■ **Exercise requirements**: Collect each line of the entries that holds the string "Jonathan".

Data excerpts

-=-=-=-=-

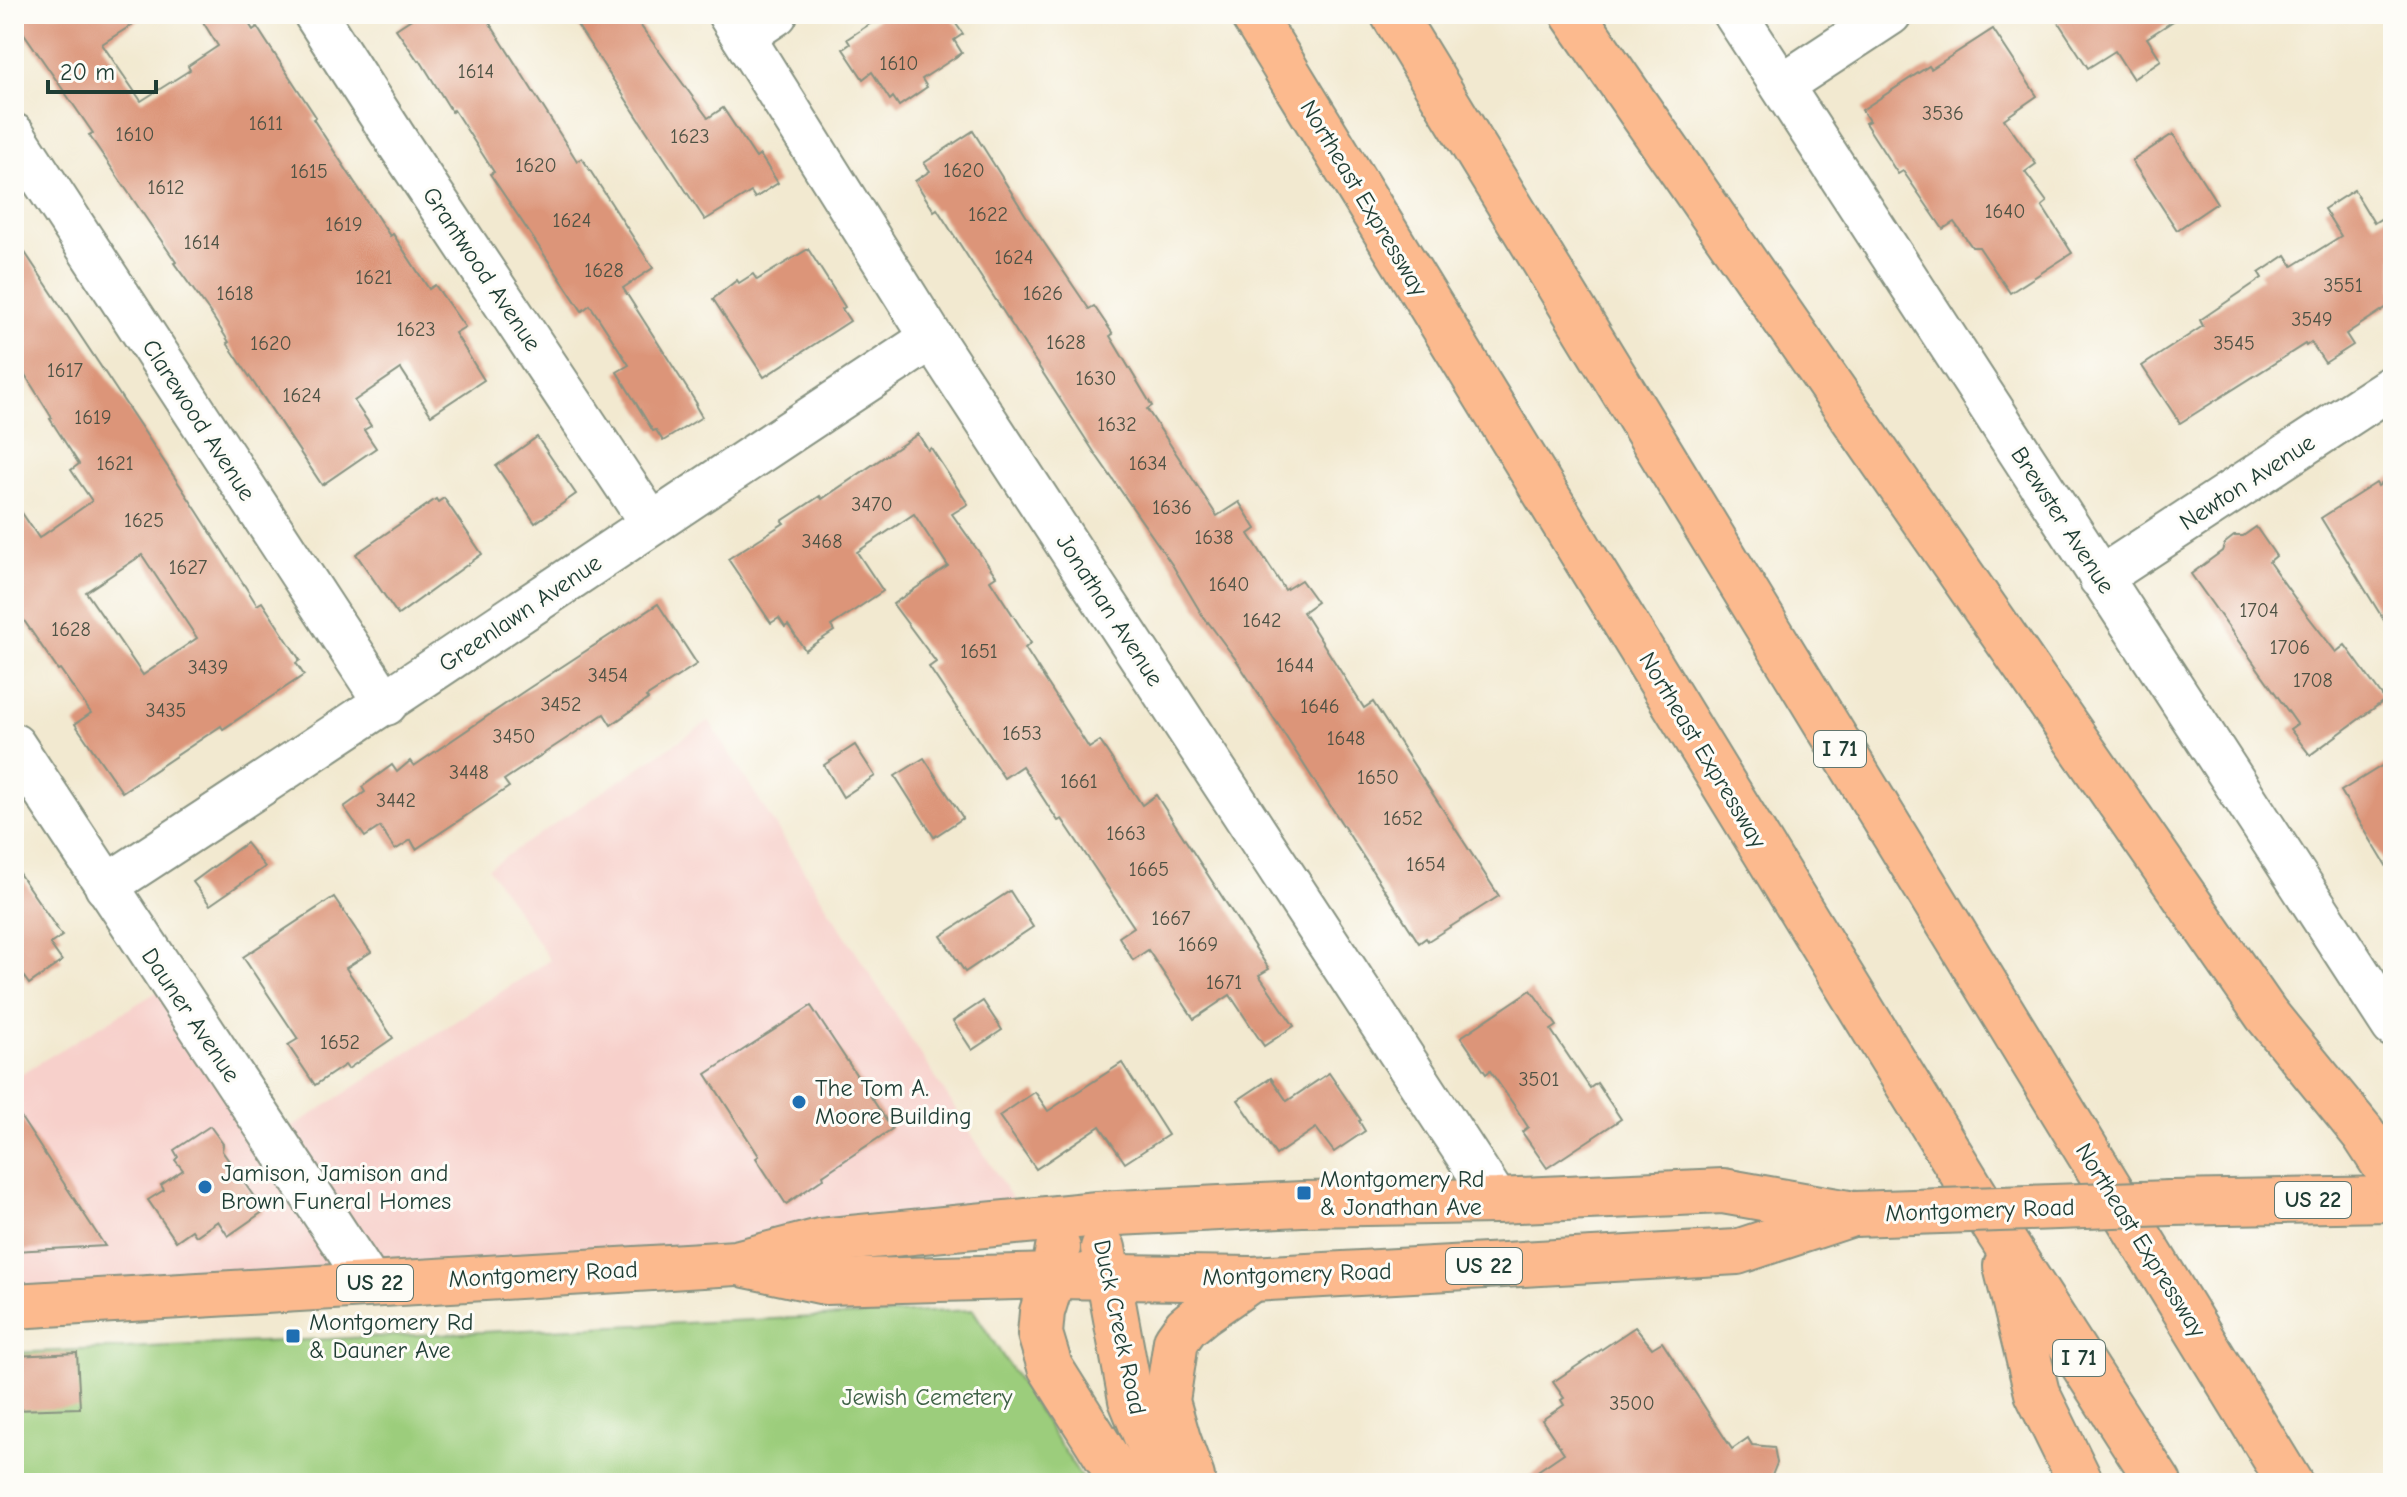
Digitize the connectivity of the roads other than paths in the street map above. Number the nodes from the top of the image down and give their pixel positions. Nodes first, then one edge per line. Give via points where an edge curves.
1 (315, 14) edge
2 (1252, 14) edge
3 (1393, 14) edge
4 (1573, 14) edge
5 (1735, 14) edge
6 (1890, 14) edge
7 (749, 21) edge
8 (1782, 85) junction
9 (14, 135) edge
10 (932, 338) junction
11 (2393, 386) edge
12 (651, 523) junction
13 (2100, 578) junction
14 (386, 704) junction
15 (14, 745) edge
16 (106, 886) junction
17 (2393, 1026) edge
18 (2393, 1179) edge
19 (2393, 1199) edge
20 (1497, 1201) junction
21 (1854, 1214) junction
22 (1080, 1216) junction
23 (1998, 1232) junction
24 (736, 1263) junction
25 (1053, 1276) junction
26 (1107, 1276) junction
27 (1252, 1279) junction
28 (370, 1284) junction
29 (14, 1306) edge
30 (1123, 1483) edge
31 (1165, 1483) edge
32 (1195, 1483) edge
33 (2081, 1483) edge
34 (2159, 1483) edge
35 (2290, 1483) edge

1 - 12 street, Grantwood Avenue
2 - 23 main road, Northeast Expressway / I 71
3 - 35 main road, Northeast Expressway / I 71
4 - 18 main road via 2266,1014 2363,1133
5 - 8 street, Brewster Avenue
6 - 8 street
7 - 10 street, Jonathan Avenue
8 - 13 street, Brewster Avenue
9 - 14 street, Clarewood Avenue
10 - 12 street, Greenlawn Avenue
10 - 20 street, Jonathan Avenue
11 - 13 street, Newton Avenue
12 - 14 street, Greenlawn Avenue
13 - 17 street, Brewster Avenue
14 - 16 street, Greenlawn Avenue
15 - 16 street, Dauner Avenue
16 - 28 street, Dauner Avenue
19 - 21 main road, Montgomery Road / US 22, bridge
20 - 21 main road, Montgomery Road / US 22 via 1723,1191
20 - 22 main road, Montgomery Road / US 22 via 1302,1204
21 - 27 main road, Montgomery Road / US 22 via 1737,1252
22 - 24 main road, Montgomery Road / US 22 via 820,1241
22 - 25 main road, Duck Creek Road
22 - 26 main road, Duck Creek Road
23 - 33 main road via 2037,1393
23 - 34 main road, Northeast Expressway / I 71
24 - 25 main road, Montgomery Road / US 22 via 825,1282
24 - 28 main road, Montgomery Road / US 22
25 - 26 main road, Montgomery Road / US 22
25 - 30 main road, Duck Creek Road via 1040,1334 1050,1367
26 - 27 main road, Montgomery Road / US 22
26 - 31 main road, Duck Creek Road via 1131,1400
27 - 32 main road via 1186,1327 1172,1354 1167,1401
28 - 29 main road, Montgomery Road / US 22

-=-=-=-=-

■ **Written solution**:
7 - 10 street, Jonathan Avenue
10 - 20 street, Jonathan Avenue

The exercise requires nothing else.